# Da Bears



## MIEventer (Feb 15, 2009)

I grew up in the Cariboo Chilcoltin - that is dead smack dab in the middle of Beautiful British Columbia, Canada.

I grew up with waking up to see Black Bears in our yard munching on my Mom's Berry Tree's. I grew up hiking and coming across Wildlife of all sorts, and trail riding and camping and canooing and all those outdoor jazzy activities.

Trust me darling, a Black Bear will hear you before you hear it and smell you before you even know it is around.
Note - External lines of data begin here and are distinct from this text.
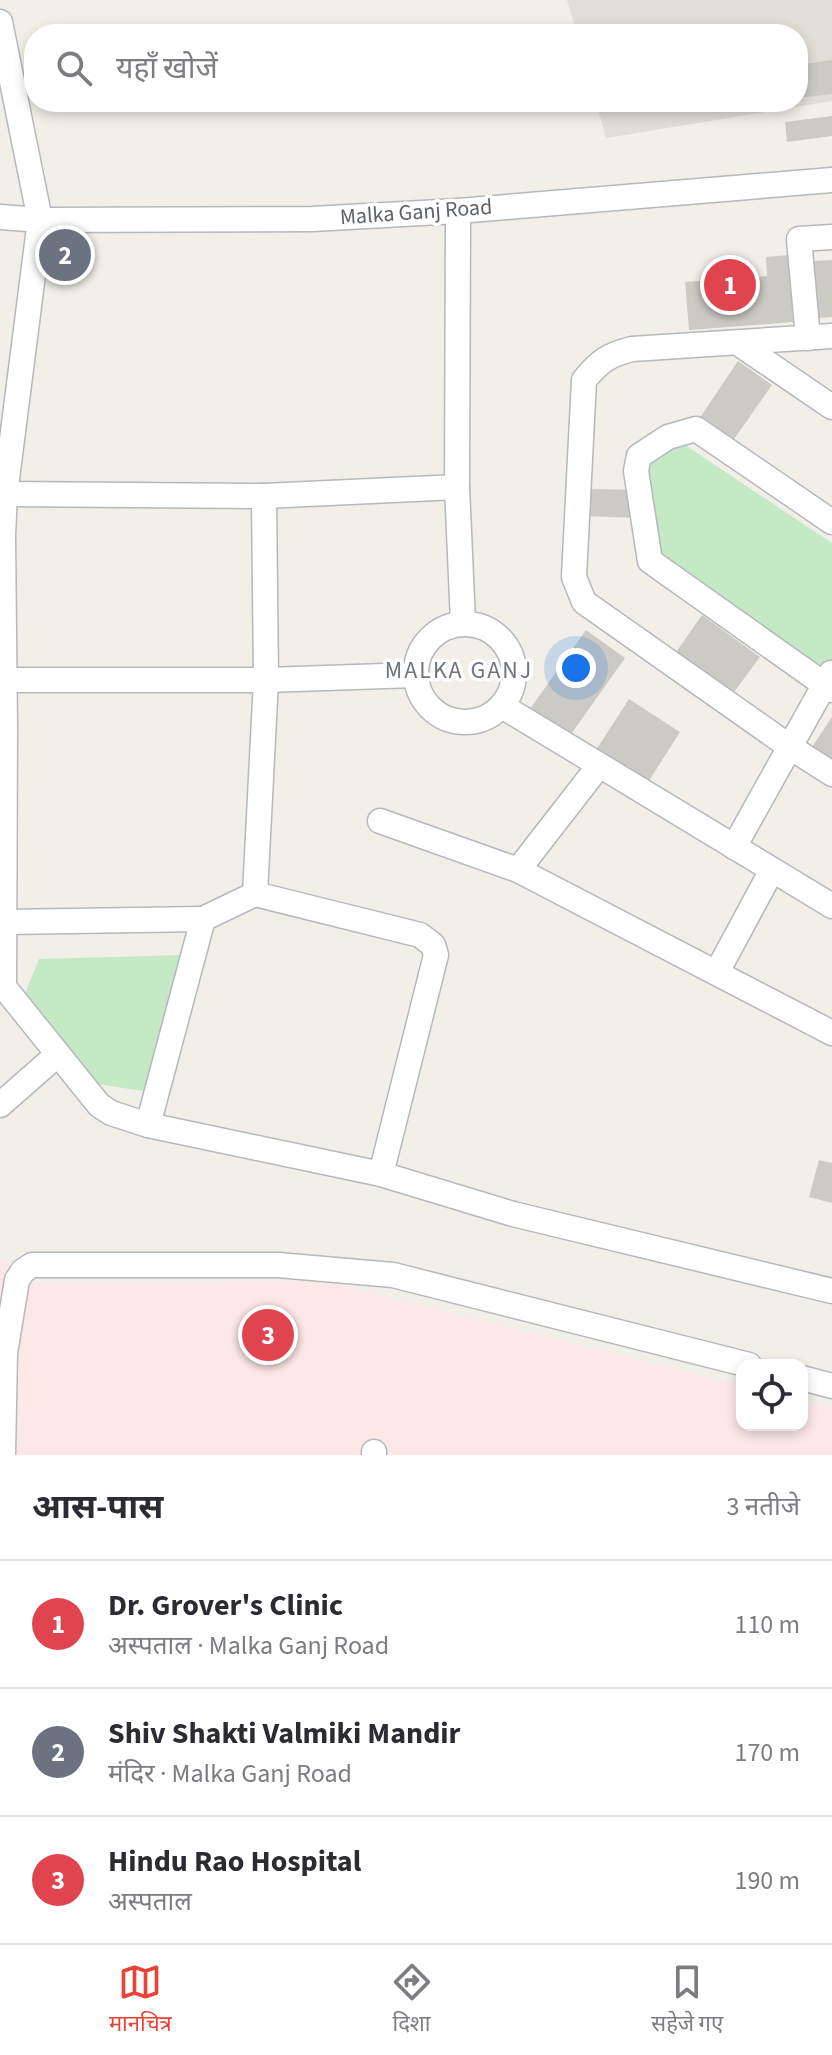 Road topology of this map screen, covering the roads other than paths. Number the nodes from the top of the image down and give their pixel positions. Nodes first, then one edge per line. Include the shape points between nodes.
1 (0, 22) edge
2 (832, 180) edge
3 (458, 211) junction
4 (0, 217) edge
5 (40, 220) junction
6 (832, 237) edge
7 (820, 337) edge
8 (738, 343) junction
9 (832, 407) edge
10 (457, 487) junction
11 (5, 494) junction
12 (264, 496) junction
13 (832, 522) edge
14 (1, 535) edge
15 (463, 622) junction
16 (415, 675) junction
17 (5, 680) junction
18 (266, 680) junction
19 (829, 682) edge
20 (502, 706) junction
21 (3, 728) edge
22 (790, 747) junction
23 (598, 767) junction
24 (832, 774) edge
25 (380, 821) dead end
26 (734, 847) junction
27 (518, 870) junction
28 (772, 870) junction
29 (255, 894) junction
30 (832, 906) edge
31 (203, 919) junction
32 (5, 922) junction
33 (2, 964) edge
34 (717, 972) junction
35 (832, 1033) edge
36 (57, 1055) junction
37 (0, 1105) edge
38 (148, 1125) junction
39 (381, 1174) junction
40 (832, 1291) edge
41 (736, 1362) edge
42 (808, 1380) edge
43 (832, 1386) edge
44 (3, 1455) edge

1 - 5 street
2 - 3 street, Malka Ganj Road
3 - 5 street, Malka Ganj Road via 312,219
3 - 10 street
4 - 5 street, Malka Ganj Road
5 - 11 street
6 - 7 street via 799,239
7 - 8 street
8 - 9 street
8 - 22 street via 632,349 609,355 584,380 574,577 584,602
10 - 12 street
10 - 15 street
11 - 12 street
11 - 14 street
12 - 18 street
13 - 19 street via 696,429 668,437 639,456 636,471 650,561
14 - 17 street
15 - 16 street via 428,639
15 - 20 street via 499,636 510,651 513,680
16 - 18 street
16 - 20 street via 431,709 448,720 486,718
17 - 18 street
17 - 21 street
18 - 29 street
19 - 22 street
20 - 23 street
21 - 32 street
22 - 24 street
22 - 26 street
23 - 26 street
23 - 27 street
25 - 27 street
26 - 28 street
27 - 34 street
28 - 30 street
28 - 34 street
29 - 31 street
29 - 39 street via 420,935 433,945 436,955
31 - 32 street
31 - 38 street
32 - 33 street
33 - 36 street via 4,987
34 - 35 street
36 - 37 street
36 - 38 street via 99,1105
38 - 39 street
39 - 40 street via 513,1214
41 - 44 street via 393,1275 278,1265 32,1265 17,1280 5,1353
42 - 43 street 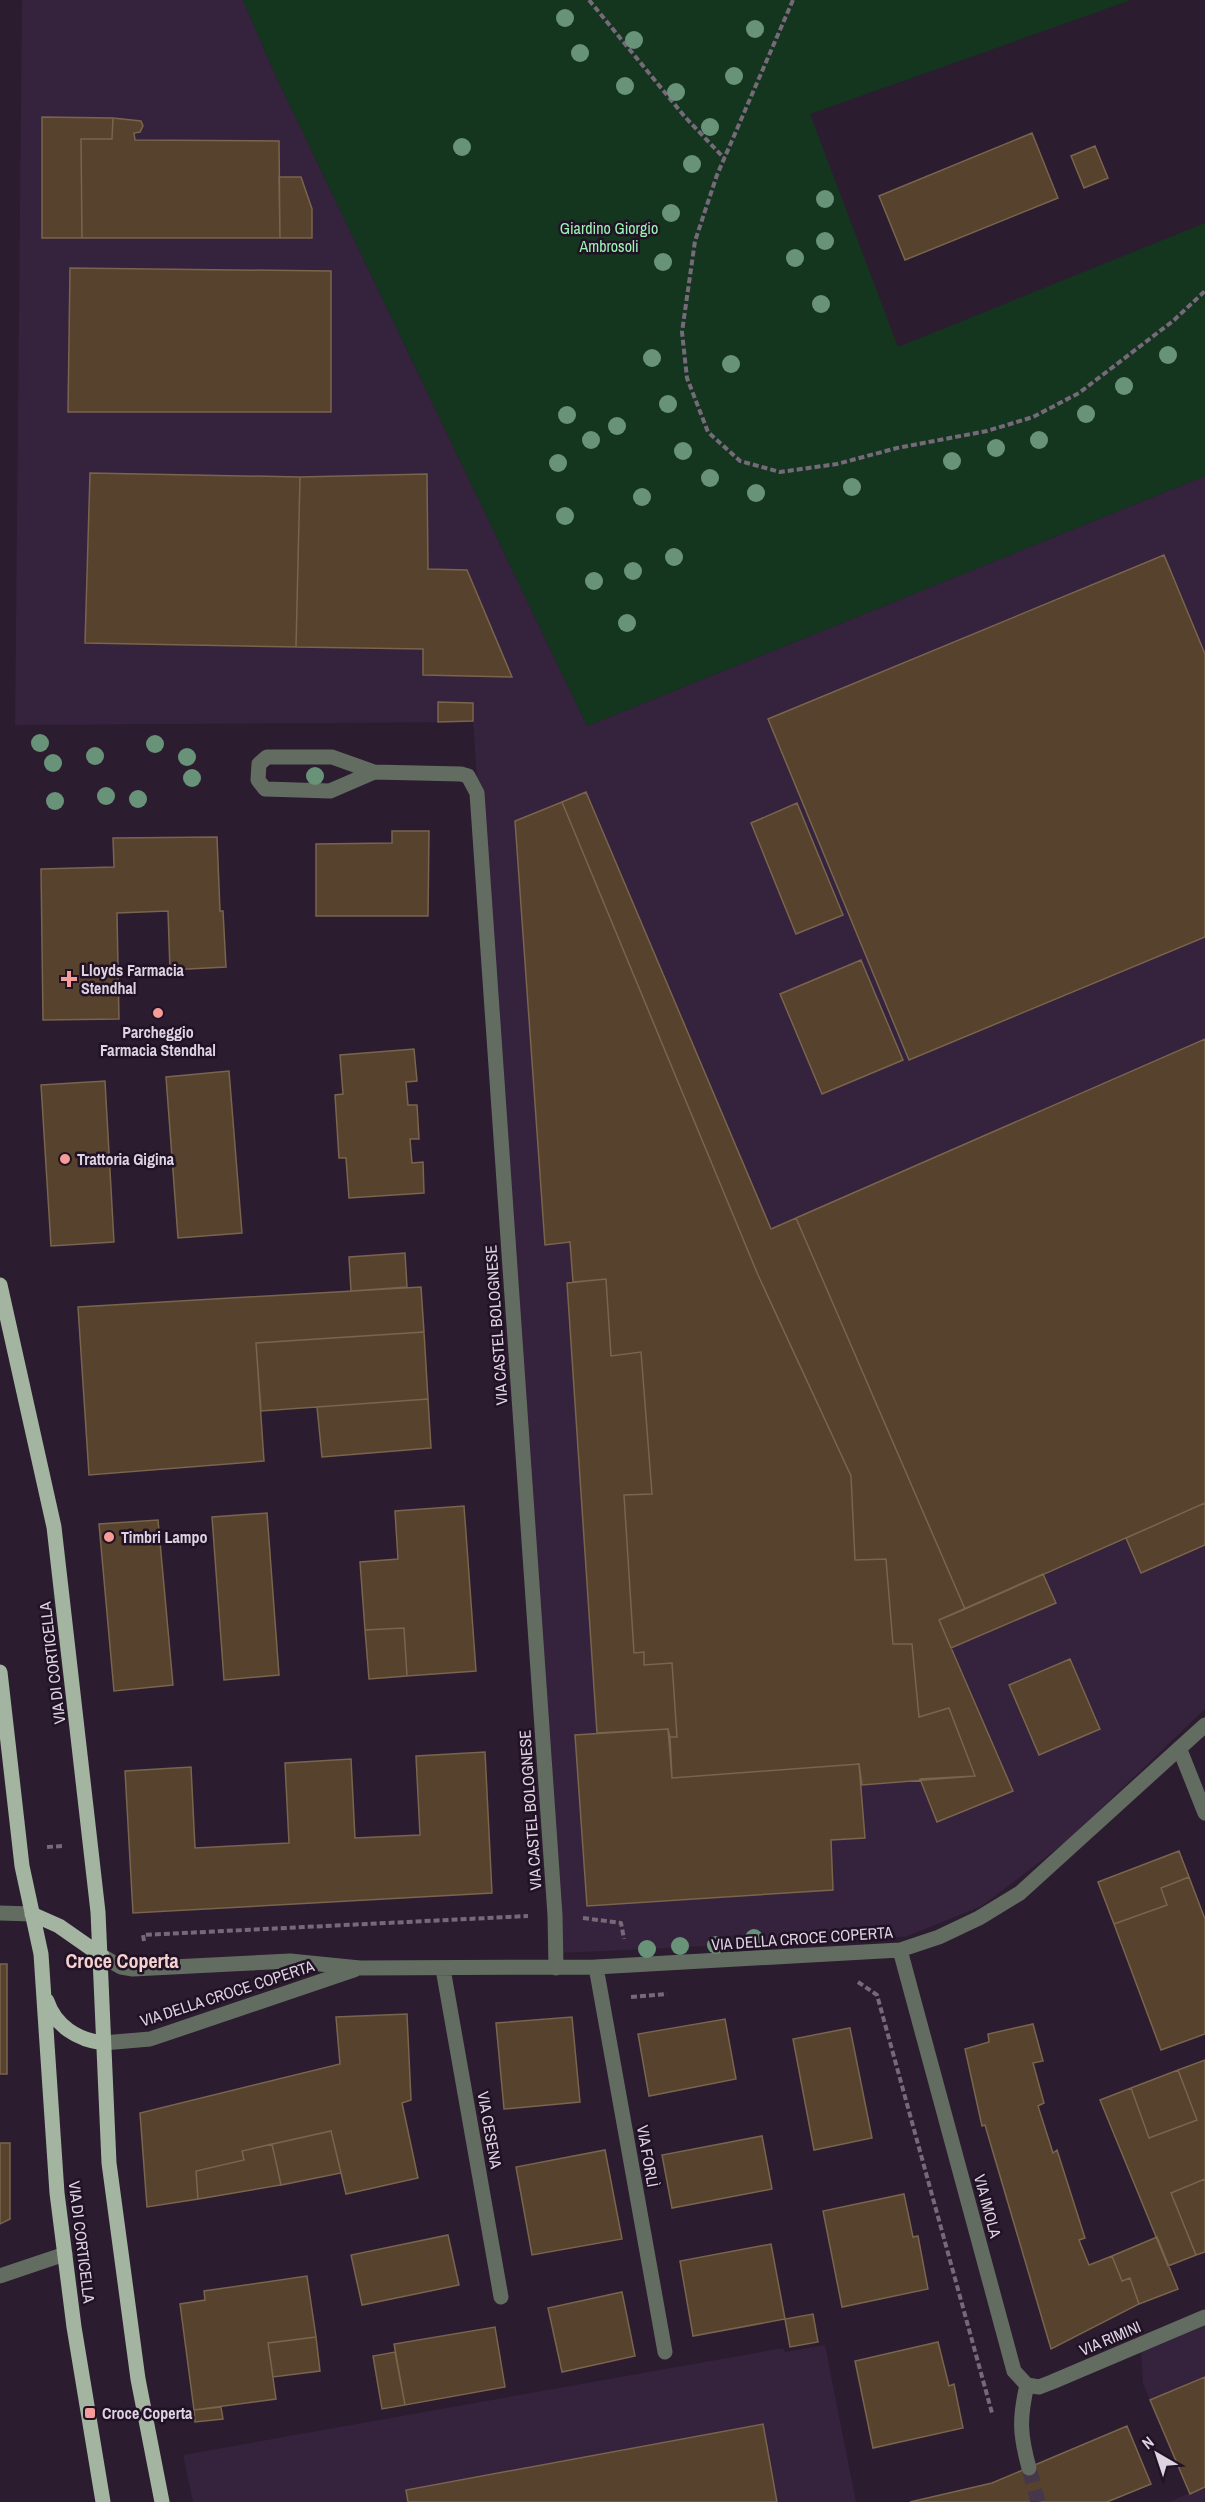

Majority of the time, the Black Bear will be gone before you even get to the area it once was.

IF you do come across a black bear, I guarantee you that they are far more scared of you, than you are of it - and once it realizes you are there, they will skidaddle.

The only time to be worried about Bears, is if you come across them with their Cubs, but again, most of the time the Mamma's will scurry their kids away to safety - but you get inbetween them, then you have something to worry about.

Black Bears are piddly compared to other species of Bears. Like the Grizzly - now there is a species to be worried about, but Black Bears are nothing.

Now IF you do get into a situation - and this will be a VERY rare occasion if any at all - DO NOT RUN!!! BIG #1 mistake. STAND YOUR GROUND. IF the bear stands up on it's hind feet, they do this to make themselves appear bigger, you - do the same. Make yourself look as big as you can - the tricky part, is your horse. BE LOUD, if you can, carry an Air Horn with you, in a fanny pack or a small backpack - and blast it. Scream, roar, wave your arms. BUT DO NOT RUN. NEVER RUN.

IF you are worried, do what we all did back home - put bells on your saddle. Not little rinky dinky bells, but those big one's. Go to an Outdoor's store - where they sell camping gear and bear spray and outdoor gear tech, etc, etc, etc - and ask for Bear Bells and they will know what you are talking about.

The bells are your best bet to keep people who are not accustomed to seeing Wildlife, mentally sane.


----------



## MyBoyPuck (Mar 27, 2009)

Thanks MIE. We usually yap the whole time we're riding, so I'm guessing the bears would hear us a good mile away! If I see cubs, is mom most likely in front of them or behind them?


----------



## MIEventer (Feb 15, 2009)

If you see Cubs, Mamma is DEFINATELY near by. If you see Cubs, turn around quietly and head back to where you came from - slowly and quietly. I wouldn't necessarily say BEHIND her babies, but she is near by. She could be infront, beside, behind, to your left, right - doesn't matter - she is there.

Do not over react. Do not allow your body odor to change, your breathing change - just turn around and walk away.

I came inbetween a Black Mamma Bear and 2 of her Cubs once - and only once.

My Father is a Miner. He owns Gold Mining Claims all over British Columbia where the Fraser River Flows. He and my Grandpa are outdoors all Spring, Summer and Fall - and I remember joining them on occassions to stake claims. 

That means almost a whole day out in the wilderness hiking to the river bed, and back to the vehicle - and I was always taught Bear Awareness by my family.

Once, the 3 of us came out of the forrest onto a dirt road, where we saw 2 Black Bear cubs to our right. We quietly turned around, and headed back into the Forrest - sure enough, there was mamma up on the road on our left. She stood up and started roaring, but because we were calm, quiet and just went back from where we came, we luckily had no issues.

Carry a Whistle around your neck. Put bells on your saddle or crown piece of your bridle, or on your spurs, carry an air horn - and you'll be just fine.


----------



## Painted Horse (Dec 29, 2006)

If you are in an area where bears are hunted. They will have a natural fear of man. and they will stay away from you. If you are in an area where bears are not hunted, or if they have become accustomed to getting food from peoples garbage etc, Then they don't always run.

Most of the bears I've run into. usually leave as soon as they are aware that we are in the area. When you are on a horse, you wil appear very big to the bear. And if given the opportunity, they will avoid the fight, unless they thing the cause is worth fighting for, ie cubs or a food source they just don't want to leave.


----------



## MyBoyPuck (Mar 27, 2009)

No hunting takes place where I ride. It's a very residential area. I'm told a lot of people ride those trails, so hopefully the bears will stay off the beaten path. That's good that the bears usually choose to leave. My horse is just coming into his own as far as bravery. If he thinks he chased it off, that should help his convidence a lot. So with cubs, just quietly go away. Works for me!


----------